Facebook Like button and web analytics allow sites to track users

NHS sharing browsing habits with Google and Facebook

The NHS Choices website is allowing sites to track the browsing habits of visits on the site, according to a blog post by a British privacy researcher.

Mischa Tuffield, a developer with online identity firm Garlik, was looking into the Facebook ‘like’ button which allows Facebook to track the browsing habits of visits to the web site including those researching personal medical issues.

The issue relates to the way in which the Facebook Like button, which can be hosted by third party web sites, tracks user activity and feeds it back to the company so that it may better target advertising. Facebook was just one of the third companies being fed information from the NHS site according to Tuffield.
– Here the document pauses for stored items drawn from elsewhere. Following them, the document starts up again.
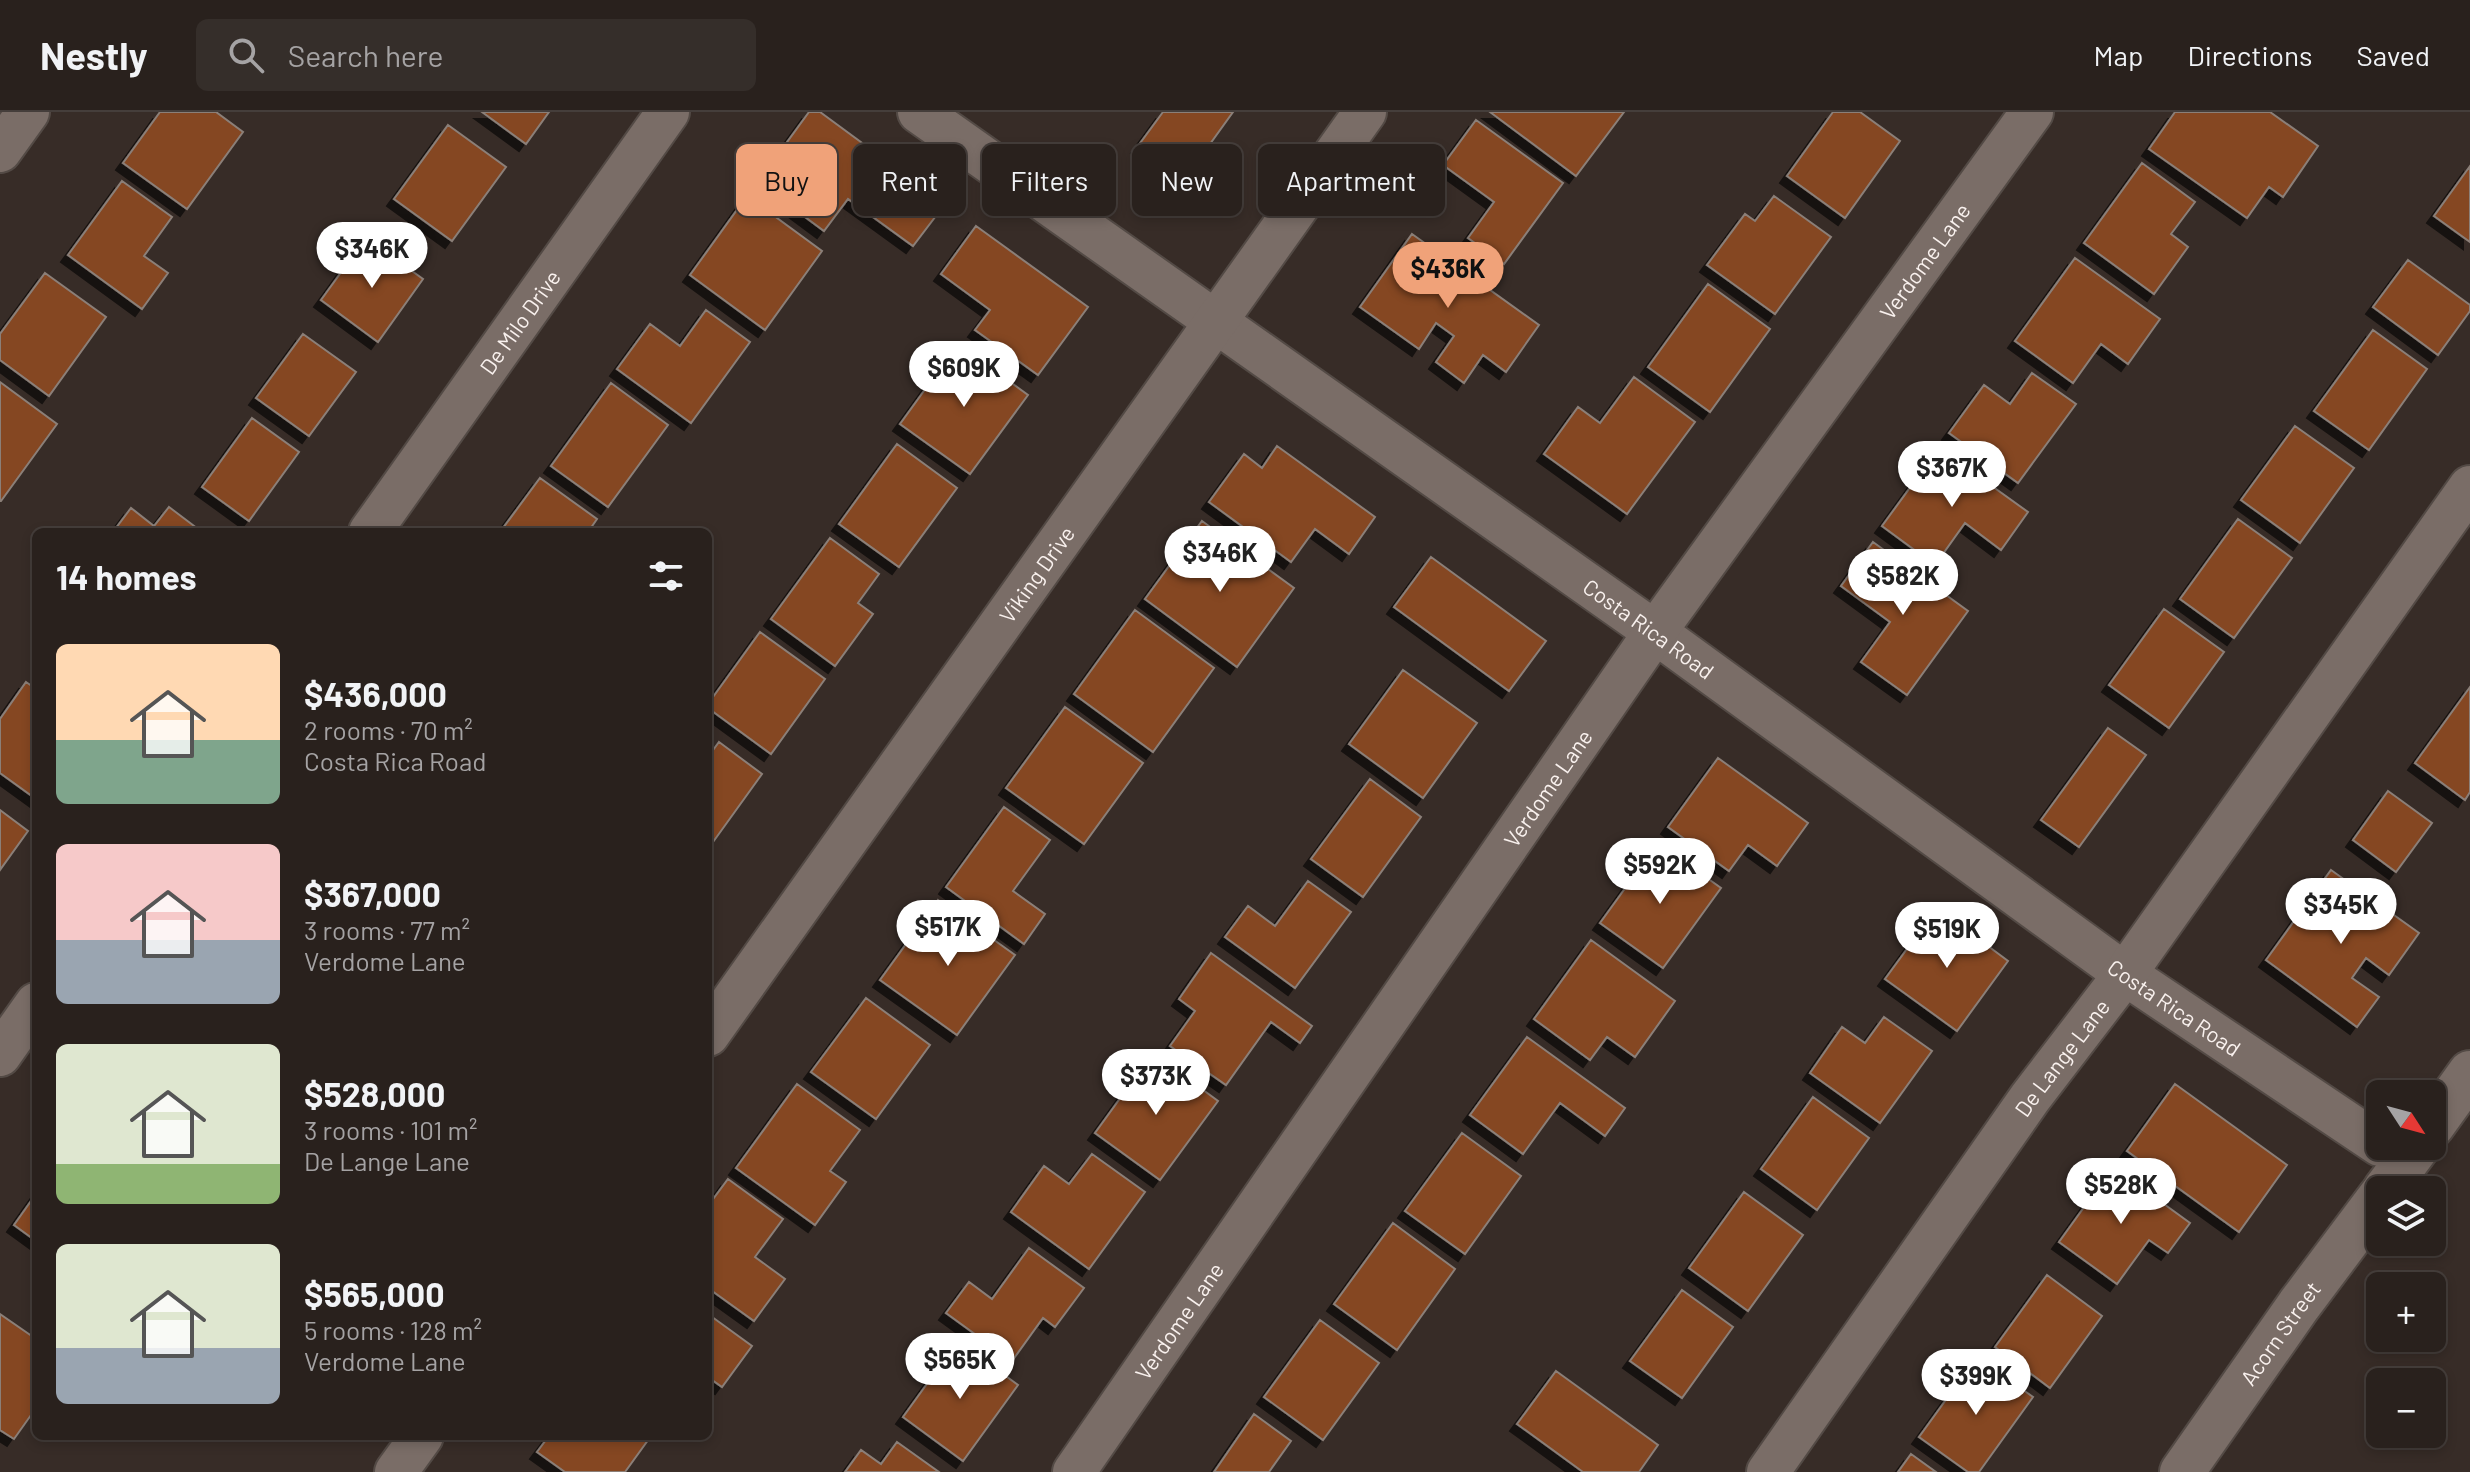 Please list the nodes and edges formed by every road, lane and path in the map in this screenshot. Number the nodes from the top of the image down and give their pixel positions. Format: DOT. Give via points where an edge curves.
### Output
graph roads {
  1 [pos="28,112"];
  2 [pos="668,112"];
  3 [pos="919,112"];
  4 [pos="1365,112"];
  5 [pos="2032,112"];
  6 [pos="0,151"];
  7 [pos="1216,323"];
  8 [pos="2470,487"];
  9 [pos="373,528"];
  10 [pos="1655,632"];
  11 [pos="2125,974"];
  12 [pos="32,1010"];
  13 [pos="712,1029"];
  14 [pos="0,1055"];
  15 [pos="2470,1073"];
  16 [pos="2446,1106"];
  17 [pos="2366,1139"];
  18 [pos="2366,1216"];
  19 [pos="419,1440"];
  20 [pos="396,1472"];
  21 [pos="1074,1472"];
  22 [pos="1768,1472"];
  23 [pos="2182,1472"];
  1 -- 6 [label="street"];
  2 -- 9 [label="street, De Milo Drive"];
  3 -- 7 [label="street, Costa Rica Road"];
  4 -- 7 [label="street, Viking Drive"];
  5 -- 10 [label="street, Verdome Lane"];
  7 -- 10 [label="street, Costa Rica Road"];
  7 -- 13 [label="street, Viking Drive"];
  8 -- 11 [label="street, De Lange Lane"];
  10 -- 11 [label="street, Costa Rica Road"];
  10 -- 21 [label="street, Verdome Lane"];
  11 -- 17 [label="street, Costa Rica Road"];
  11 -- 22 [label="street, De Lange Lane" via="2030,1098"];
  12 -- 14 [label="street"];
  15 -- 16 [label="street"];
  18 -- 23 [label="street, Acorn Street"];
  19 -- 20 [label="street"];
}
“In short there are four third-party, advertising/tracking companies which are informed every time a user visits one of the “conditions pages” on the NHS Choices website,” Tuffield wrote in a blog post.

Two of the firms being sent data are web analytics companies, Web Trends and Google Analytics. Tuffied voiced the opinion that analytics information for sites such as NHS Choices ought not to be outsourced to third parties.

“If this was a website about pub reviews these third-party services would be acceptable, but due to the nature of the information on the Choices website, I feel the NHS should be hosting their own analytics code.”
Labour MP Tom Watson subsequently wrote to the Health Minister Andrew Lansley to voice his concern.

“I understand the demands to offer government service online but this should not be achieved at the price of privacy. I urge you to take steps to ensure that third party websites should not have access to such information,” wrote Watson.